It's the unfortunate reality of the cybersecurity threat landscape today that malicious actors are advancing their tactics at a breakneck pace, finding new vulnerabilities in network defenses to execute attacks faster than IT teams can keep up.
This is especially true in the context of the modern distributed organization, where employees leverage an array of mobile devices — and access private networks from almost any location outside of headquarters — to conduct their work. This is a boon for business in that workers can enjoy flexible hours and not be tied to their desks to complete tasks, which can boost employee satisfaction and performance. But it also puts an increased burden on IT teams and network administrators, as they now are tasked with managing a practically borderless network with higher traffic volumes than ever before.
In fact, according to a recent survey of IT teams at major US organizations conducted by Researchscape for iboss, 80% of IT executives weren't confident in their ability to secure mobile traffic in the future, while only 56% of their superiors in the C-suite accepted the same reality.

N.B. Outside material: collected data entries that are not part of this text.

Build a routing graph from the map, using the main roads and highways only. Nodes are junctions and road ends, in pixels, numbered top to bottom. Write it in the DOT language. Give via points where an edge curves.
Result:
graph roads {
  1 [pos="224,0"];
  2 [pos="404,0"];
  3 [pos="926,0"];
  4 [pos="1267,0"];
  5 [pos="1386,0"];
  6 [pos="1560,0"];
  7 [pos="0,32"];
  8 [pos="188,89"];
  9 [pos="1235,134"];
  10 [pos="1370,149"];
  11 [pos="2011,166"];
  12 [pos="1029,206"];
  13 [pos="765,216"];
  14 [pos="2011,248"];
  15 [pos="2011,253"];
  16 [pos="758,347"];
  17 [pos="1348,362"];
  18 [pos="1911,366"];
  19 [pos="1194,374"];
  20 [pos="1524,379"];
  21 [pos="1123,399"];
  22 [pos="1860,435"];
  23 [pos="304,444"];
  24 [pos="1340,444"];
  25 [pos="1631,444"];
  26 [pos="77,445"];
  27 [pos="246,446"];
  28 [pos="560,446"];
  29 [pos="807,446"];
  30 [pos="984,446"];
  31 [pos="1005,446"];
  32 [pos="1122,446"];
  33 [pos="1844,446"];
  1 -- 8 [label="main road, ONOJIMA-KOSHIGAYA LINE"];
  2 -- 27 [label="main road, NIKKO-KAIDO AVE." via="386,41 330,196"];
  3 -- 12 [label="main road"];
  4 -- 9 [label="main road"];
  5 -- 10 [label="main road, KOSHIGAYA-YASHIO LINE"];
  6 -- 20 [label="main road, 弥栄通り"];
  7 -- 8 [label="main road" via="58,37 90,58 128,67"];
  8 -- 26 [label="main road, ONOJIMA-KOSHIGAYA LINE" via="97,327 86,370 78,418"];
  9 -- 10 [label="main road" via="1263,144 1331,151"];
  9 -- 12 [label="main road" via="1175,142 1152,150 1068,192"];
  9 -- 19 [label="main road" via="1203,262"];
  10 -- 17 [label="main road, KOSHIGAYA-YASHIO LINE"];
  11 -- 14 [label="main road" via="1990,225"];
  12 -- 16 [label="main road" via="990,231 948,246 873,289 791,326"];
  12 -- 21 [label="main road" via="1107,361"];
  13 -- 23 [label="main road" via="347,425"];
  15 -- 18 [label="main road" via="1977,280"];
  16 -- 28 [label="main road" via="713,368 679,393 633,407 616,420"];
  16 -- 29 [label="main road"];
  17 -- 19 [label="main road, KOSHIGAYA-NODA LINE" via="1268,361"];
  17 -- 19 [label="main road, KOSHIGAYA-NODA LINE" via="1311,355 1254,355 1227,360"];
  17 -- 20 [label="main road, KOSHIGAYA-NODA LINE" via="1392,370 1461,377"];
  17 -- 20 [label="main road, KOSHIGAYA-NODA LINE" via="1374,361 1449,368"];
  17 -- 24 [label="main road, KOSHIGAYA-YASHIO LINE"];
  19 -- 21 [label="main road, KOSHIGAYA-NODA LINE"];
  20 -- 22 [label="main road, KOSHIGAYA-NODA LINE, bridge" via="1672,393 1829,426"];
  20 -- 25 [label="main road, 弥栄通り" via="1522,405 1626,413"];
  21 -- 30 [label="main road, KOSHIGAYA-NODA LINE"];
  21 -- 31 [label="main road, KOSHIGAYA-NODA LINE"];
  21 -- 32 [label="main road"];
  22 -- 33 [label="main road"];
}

This is compounded by the increased adoption of cloud services such as Office 365, Dropbox, and other off-premises storage providers, making it harder than ever for corporations to monitor the data leaving their network. Criminals are increasingly able to hide within encrypted traffic, exit the network, and slowly siphon out sensitive data without IT administrators immediately noticing.
While understanding the flaws in network defenses is valuable in planning for the future, it's also critical to know when and how sensitive data leaves the network, especially in expanding, high-stakes mobile breach scenarios. Here are three ways that cybercriminals can gain access to corporate systems through mobile devices and exfiltrate data.
Tor: Free Data Encryption First developed in 2002 as "The Onion Router," the Tor project directs traffic through a free volunteer overlay network that employs more than 7,000 relays to conceal information about users from network monitoring teams. Tor can be implemented in the application layer of a communication protocol stack that's nested like an onion — hence the original name — encrypting data, including the next destination IP address, repeatedly, before it goes through a virtual circuit comprising successive, randomly selected Tor relays.
Because the routing of communication is partially hidden at every port in the Tor circuit, traffic source and destination are hidden from the view of network administrators at every stop. This makes it increasingly difficult for IT and security professionals to determine whether traffic is legitimately exiting the network or if the activity indicates data exfiltration.
Hiding Within Legitimate Traffic Sensitive data may also be hidden within files or documents that wouldn't normally be tagged as malicious content by traditional network security monitors. A hacker who may already have crossed the perimeter might hide sensitive data within Word documents or .zip files, for instance, that feature familiar naming protocols and size characteristics.
If security protocols at the gateway aren't taking a detailed approach to vetting content as it exits the network — that is, taking a layered approach to evaluating entire files that goes beyond adhering to proxy settings or standard decryption — hackers can funnel data out of the network for weeks, months, or years before administrators even notice.
Leveraging Cloud Storage Applications The problem with many cloud applications is that they usually require users to send content into a data center shared by multiple customers, where many users and corporations leverage the same storage capacity and bandwidth. Cloud providers are also a third-party service, which means that data is potentially at risk of being mishandled by the provider if they aren't a proven, trusted partner, or if their security protocols aren't up to snuff.
File encryption and strong passwords can go a long way toward protecting corporate data housed in the cloud. But the most effective way to prevent data exfiltration is a defense-in-depth strategy that is as vigorous in vetting traffic entering the network as it does leaving it, by looking at data packets individually to determine the true intent of the content. For example, this could include sandboxing features that allow documents to play out in a simulated network environment that tests for malicious inclinations once the document crosses the network perimeter. Putting data about to leave the network through the same proxies and firewalls as incoming traffic is another possible solution.
This approach is especially critical for mobile devices accessing network data via remote channels and public Wi-Fi. With the increasing mobility of employees who frequently and easily access cloud services from coffee shops and airports, companies need to make sure that all their active user and device directories remain up-to-date, and that the network is constantly monitored to ensure all users are following best practices. This requires taking regular inventory of the devices and users accessing the network — quarterly, monthly, or even weekly — to ensure that unverified traffic is easy to spot on a rolling basis. The more rigorous that security teams are in making sure their reference points are up-to-date, the more effective their use of leading cybersecurity tools will be in preventing data exfiltration.